Sometimes adults seem to forget what it was like to be a kid, but I haven’t forgotten.
I know the tears my kids cry. I know the sobs that mean they wish someone would take them away from everything that is wrong and magically make it all right. I know the shuddery intake of breath when you are trying so hard to be brave, but what you really want is to be allowed to run away and never come back.
I remember those tears, those moments…
I remember and I so badly want to take all the bad away, to let them hide in my arms until I can magic it all better.
Except that I am an adult now…. now I know that often you can’t magic it all better no matter how hard I try, and I know that sometimes you have to face things, shuddery breath and all.
But I remember.
At least I still remember.
You are an amazing Mum. I remember those feelings too.

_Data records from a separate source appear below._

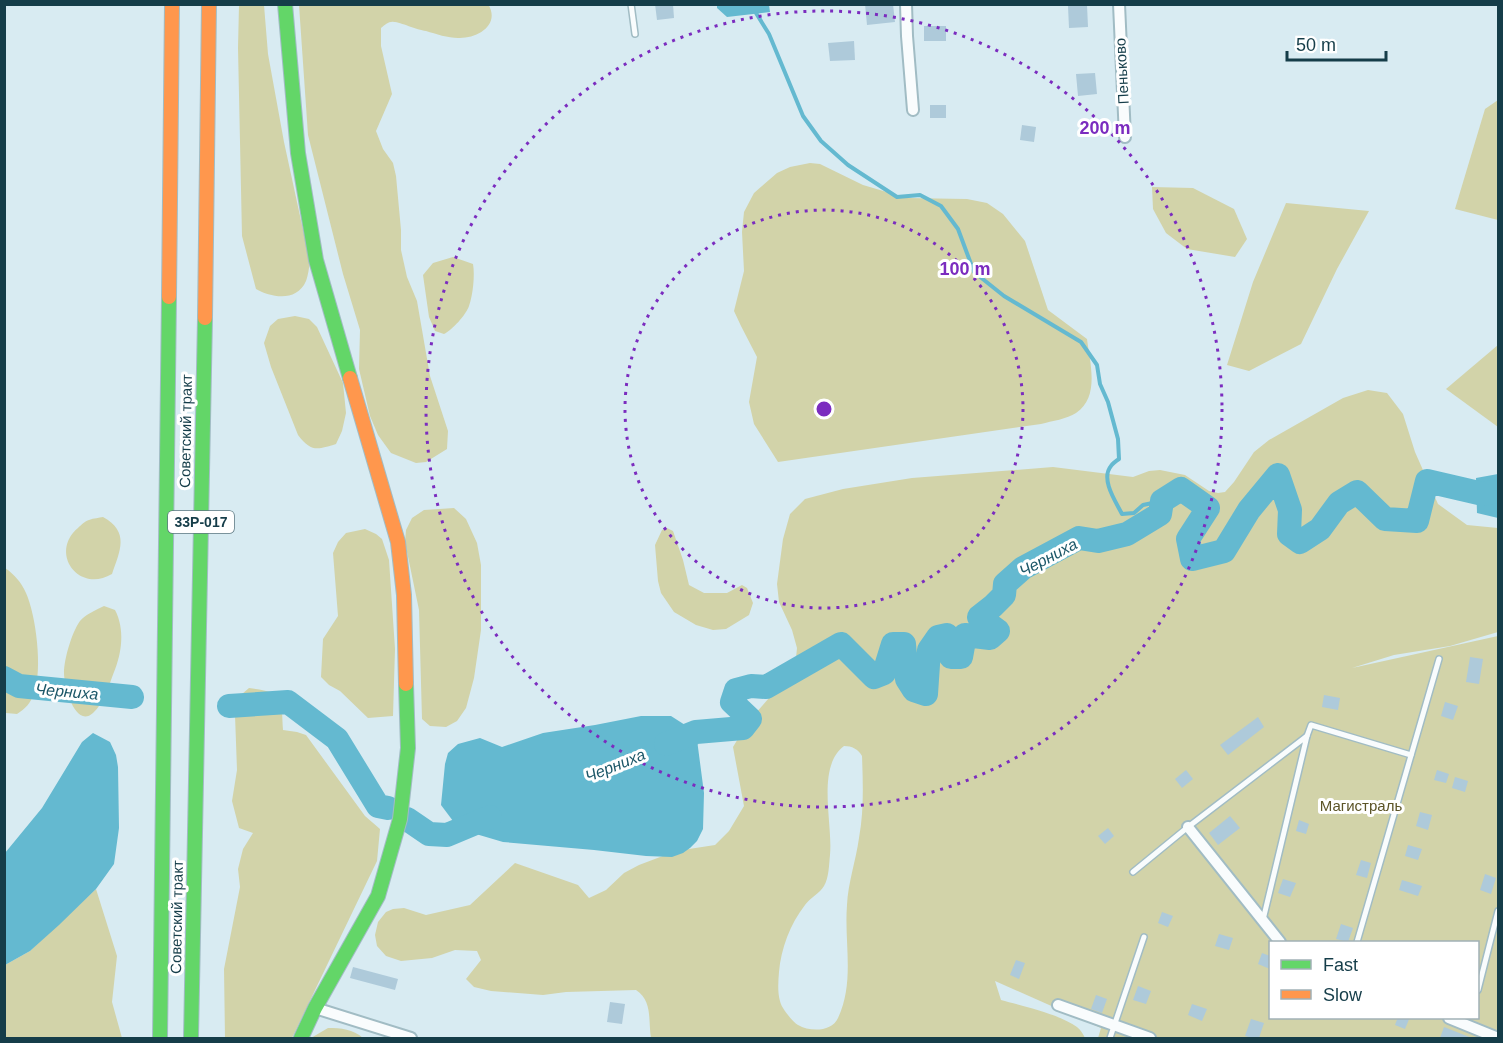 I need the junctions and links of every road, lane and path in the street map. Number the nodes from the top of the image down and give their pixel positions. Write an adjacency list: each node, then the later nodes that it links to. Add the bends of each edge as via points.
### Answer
1 (172, 4): 25 (main road, Советский тракт / 33Р-017)
2 (208, 4): 26 (main road, Советский тракт / 33Р-017)
3 (285, 4): 22 (main road, via 298,153 316,260 398,542 404,595 408,748 400,819 378,896)
4 (632, 4): 7 (lane)
5 (906, 4): 8 (street)
6 (1119, 4): 9 (street, Пеньково)
7 (635, 34)
8 (913, 110)
9 (1125, 136)
10 (1439, 659): 12 (lane)
11 (1308, 736): 12 (lane, via 1311,725); 13 (lane); 16 (lane)
12 (1412, 754): 19 (lane)
13 (1188, 827): 14 (lane); 16 (street)
14 (1133, 872)
15 (1498, 911): 20 (lane)
16 (1262, 922): 18 (street)
17 (1144, 937): 24 (lane)
18 (1279, 941)
19 (1358, 941)
20 (1479, 986)
21 (1058, 1005): 24 (street)
22 (315, 1008): 27 (main road); 28 (street)
23 (1469, 1022): 31 (street)
24 (1114, 1025): 29 (lane); 30 (street)
25 (160, 1038)
26 (191, 1038)
27 (301, 1038)
28 (411, 1038)
29 (1110, 1038)
30 (1150, 1038)
31 (1498, 1038)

I still have those moments.
And I still believe that one day I will find the magic wand that makes it all better.
Beautiful post :)
I wish I remembered. I feel very out of touch with my childhood and wonder what I supressed and why? I was an only child to parents who split up and reunited several times before divorcing, and don’t remember ever feeling like a kid.
Of course you still remember – I suspect you had shuddery breath when facing the Dilemma of No. 20 and were desperately wanting somone to magic away that which you hide under your arms
Perhaps its just the knowledge that you won’t be able to face bridezilla without one.
Course it is easy for me to laugh – I have a black suit, white shirt & just have to find a fuchsia tie, no seriously fuchsia
Maybe thats one of the precious gifts that being a parent gives up… the memory of things so that we can share in it with our children.